De mi paso por filosofía también recuerdo las clases de Estética con Ella Urriola, en la que estudiamos, entre otras cosas, el movimiento muralista en América Latina; y la intensidad de las clases de Lógica, con el profesor Francisco Díaz Montilla. Estos dos últimos docentes, por cierto, son ganadores del Premio Miró. De estos mismos años rescato la visita de Enrique Dussel al Paraninfo Universitario —y el privilegio de escucharlo—; y el concierto de Silvio Rodríguez en los estacionamientos de la Facultad de Administración Pública.
¿A qué viene este largo anecdotario? Al hecho cierto de que la Universidad de Panamá está lejos de ser un “hoyo negro”, y que son tantas las cosas que allí ocurren y se hacen que desconocerlo solo puede ser fruto de tres cosas: de la ignorancia, la mala fe o la estupidez. La U, como le decimos todos los que por allí pasamos, es un espacio lleno de personas valiosas, que a lo largo de su existencia ha tenido un papel en la historia del país y en el desarrollo del arte y de las humanidades (entre otras áreas); además de constituir la única oportunidad que tienen miles de panameños de acceder a una educación superior.
Por supuesto, muchas cosas son perfectibles: como estudiante aspiro a que el personal docente sea capacitado en cuestiones de género y derechos humanos, por ejemplo, además de que se permitan profesores visitantes y cátedras internacionales en los semestres regulares. El conocimiento es demasiado vasto como para limitar el ejercicio de la docencia a los nacionales.
También es necesario meterle más cariño a los edificios —muchos joyas de la arquitectura panameña—, mejorar el sistema “puntocrático”, la atención administrativa y hacer más transparente la gestión presupuestaria y la toma de decisiones, pero estas apreciaciones de ninguna forma están cerca de sugerir el cierre de la principal universidad pública del país.

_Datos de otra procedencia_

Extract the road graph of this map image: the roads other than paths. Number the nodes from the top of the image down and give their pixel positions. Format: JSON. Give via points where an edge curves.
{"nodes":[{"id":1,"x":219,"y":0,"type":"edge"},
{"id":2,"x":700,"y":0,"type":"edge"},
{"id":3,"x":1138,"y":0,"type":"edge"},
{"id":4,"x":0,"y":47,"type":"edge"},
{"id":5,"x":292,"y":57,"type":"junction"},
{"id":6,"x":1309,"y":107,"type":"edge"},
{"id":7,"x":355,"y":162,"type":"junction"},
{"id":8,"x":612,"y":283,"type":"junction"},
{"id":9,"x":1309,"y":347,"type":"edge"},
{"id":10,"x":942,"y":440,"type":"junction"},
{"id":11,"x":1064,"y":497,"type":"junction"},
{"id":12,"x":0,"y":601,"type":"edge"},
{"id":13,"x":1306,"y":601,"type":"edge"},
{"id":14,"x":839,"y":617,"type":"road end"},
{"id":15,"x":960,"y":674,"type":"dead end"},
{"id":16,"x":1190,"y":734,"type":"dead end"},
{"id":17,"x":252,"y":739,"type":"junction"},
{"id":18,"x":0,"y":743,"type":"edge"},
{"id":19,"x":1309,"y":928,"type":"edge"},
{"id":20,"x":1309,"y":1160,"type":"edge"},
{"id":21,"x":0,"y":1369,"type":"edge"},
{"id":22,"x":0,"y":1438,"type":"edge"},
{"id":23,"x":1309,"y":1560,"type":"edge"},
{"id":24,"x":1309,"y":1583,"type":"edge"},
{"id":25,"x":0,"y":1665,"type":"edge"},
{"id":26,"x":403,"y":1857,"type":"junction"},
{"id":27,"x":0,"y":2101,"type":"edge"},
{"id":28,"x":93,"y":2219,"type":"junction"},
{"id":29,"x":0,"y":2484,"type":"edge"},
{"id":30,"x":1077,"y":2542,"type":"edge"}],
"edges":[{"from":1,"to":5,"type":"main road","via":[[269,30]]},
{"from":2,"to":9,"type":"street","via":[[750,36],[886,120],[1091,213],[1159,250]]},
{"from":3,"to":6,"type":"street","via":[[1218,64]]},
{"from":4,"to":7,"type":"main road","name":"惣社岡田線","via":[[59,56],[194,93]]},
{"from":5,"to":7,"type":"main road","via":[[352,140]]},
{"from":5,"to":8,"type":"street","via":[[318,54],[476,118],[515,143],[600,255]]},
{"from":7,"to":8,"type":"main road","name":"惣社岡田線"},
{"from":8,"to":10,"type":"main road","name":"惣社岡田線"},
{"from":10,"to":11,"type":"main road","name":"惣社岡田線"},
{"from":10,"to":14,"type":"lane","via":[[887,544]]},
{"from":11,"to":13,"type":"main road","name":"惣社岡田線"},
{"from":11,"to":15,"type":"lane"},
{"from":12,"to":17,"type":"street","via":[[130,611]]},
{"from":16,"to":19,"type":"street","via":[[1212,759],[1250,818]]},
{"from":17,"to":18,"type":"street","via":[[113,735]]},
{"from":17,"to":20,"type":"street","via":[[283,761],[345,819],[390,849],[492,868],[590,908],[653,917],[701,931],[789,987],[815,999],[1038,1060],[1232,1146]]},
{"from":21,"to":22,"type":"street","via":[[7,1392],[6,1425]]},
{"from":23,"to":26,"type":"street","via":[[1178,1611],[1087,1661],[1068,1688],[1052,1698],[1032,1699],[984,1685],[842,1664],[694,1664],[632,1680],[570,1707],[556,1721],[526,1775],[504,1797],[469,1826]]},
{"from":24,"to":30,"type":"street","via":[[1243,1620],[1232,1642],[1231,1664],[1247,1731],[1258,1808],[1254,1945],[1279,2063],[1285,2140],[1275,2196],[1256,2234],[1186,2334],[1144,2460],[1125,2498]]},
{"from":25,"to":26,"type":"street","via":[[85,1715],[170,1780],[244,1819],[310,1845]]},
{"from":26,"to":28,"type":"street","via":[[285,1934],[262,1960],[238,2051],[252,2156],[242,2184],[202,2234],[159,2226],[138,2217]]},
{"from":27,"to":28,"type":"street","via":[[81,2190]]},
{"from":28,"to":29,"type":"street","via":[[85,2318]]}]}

Por último, diré que durante las varias décadas de ejercicio periodístico, la Universidad de Panamá fue una de las principales fuentes de información. Para quien busca, allí encuentra sociólogos, antropólogos, economistas, historiadores, criminólogos, biólogos y matemáticos, trabajadores sociales, enfermeros, agrónomos, arquitectos, cineastas, bailarines, músicos y un largo etcétera de especialistas que, con sus conocimientos, ayudarían a enriquecer el debate y los contenidos informativos de los medios de comunicación.